TASK BRIEF — The lines below, all of them, should be returned exactly as they appear.

Top of EXERCISE INPUT

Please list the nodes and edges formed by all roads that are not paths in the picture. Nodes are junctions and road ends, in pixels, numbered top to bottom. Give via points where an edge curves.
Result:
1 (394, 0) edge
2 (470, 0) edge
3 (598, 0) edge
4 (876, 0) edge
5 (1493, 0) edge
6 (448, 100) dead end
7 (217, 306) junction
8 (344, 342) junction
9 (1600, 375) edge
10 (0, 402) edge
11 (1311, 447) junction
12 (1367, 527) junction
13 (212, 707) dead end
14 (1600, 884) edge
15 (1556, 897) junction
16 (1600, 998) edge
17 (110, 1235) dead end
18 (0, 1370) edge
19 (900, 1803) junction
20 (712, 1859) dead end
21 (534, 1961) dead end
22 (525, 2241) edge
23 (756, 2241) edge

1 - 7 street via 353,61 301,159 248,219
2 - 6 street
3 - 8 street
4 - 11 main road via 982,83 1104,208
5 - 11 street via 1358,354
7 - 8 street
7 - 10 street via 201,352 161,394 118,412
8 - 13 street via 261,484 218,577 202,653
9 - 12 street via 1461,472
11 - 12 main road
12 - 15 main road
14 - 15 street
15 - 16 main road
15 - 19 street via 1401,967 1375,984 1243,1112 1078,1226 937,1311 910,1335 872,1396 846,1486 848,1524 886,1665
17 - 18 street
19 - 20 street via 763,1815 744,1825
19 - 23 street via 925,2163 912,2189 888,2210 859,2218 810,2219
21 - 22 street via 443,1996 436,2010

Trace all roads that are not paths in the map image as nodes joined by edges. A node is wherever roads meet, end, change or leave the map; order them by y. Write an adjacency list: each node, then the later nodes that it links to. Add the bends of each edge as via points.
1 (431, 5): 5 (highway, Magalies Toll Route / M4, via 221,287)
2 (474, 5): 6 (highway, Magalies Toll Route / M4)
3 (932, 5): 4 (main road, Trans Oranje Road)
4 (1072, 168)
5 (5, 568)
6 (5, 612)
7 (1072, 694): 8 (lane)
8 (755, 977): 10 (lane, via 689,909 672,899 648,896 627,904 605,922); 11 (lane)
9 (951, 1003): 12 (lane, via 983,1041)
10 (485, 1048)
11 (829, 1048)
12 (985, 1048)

Bottom of EXERCISE INPUT

EXERCISE RESULT —
Please list the nodes and edges formed by all roads that are not paths in the picture. Nodes are junctions and road ends, in pixels, numbered top to bottom. Give via points where an edge curves.
Result:
1 (394, 0) edge
2 (470, 0) edge
3 (598, 0) edge
4 (876, 0) edge
5 (1493, 0) edge
6 (448, 100) dead end
7 (217, 306) junction
8 (344, 342) junction
9 (1600, 375) edge
10 (0, 402) edge
11 (1311, 447) junction
12 (1367, 527) junction
13 (212, 707) dead end
14 (1600, 884) edge
15 (1556, 897) junction
16 (1600, 998) edge
17 (110, 1235) dead end
18 (0, 1370) edge
19 (900, 1803) junction
20 (712, 1859) dead end
21 (534, 1961) dead end
22 (525, 2241) edge
23 (756, 2241) edge

1 - 7 street via 353,61 301,159 248,219
2 - 6 street
3 - 8 street
4 - 11 main road via 982,83 1104,208
5 - 11 street via 1358,354
7 - 8 street
7 - 10 street via 201,352 161,394 118,412
8 - 13 street via 261,484 218,577 202,653
9 - 12 street via 1461,472
11 - 12 main road
12 - 15 main road
14 - 15 street
15 - 16 main road
15 - 19 street via 1401,967 1375,984 1243,1112 1078,1226 937,1311 910,1335 872,1396 846,1486 848,1524 886,1665
17 - 18 street
19 - 20 street via 763,1815 744,1825
19 - 23 street via 925,2163 912,2189 888,2210 859,2218 810,2219
21 - 22 street via 443,1996 436,2010

Trace all roads that are not paths in the map image as nodes joined by edges. A node is wherever roads meet, end, change or leave the map; order them by y. Write an adjacency list: each node, then the later nodes that it links to. Add the bends of each edge as via points.
1 (431, 5): 5 (highway, Magalies Toll Route / M4, via 221,287)
2 (474, 5): 6 (highway, Magalies Toll Route / M4)
3 (932, 5): 4 (main road, Trans Oranje Road)
4 (1072, 168)
5 (5, 568)
6 (5, 612)
7 (1072, 694): 8 (lane)
8 (755, 977): 10 (lane, via 689,909 672,899 648,896 627,904 605,922); 11 (lane)
9 (951, 1003): 12 (lane, via 983,1041)
10 (485, 1048)
11 (829, 1048)
12 (985, 1048)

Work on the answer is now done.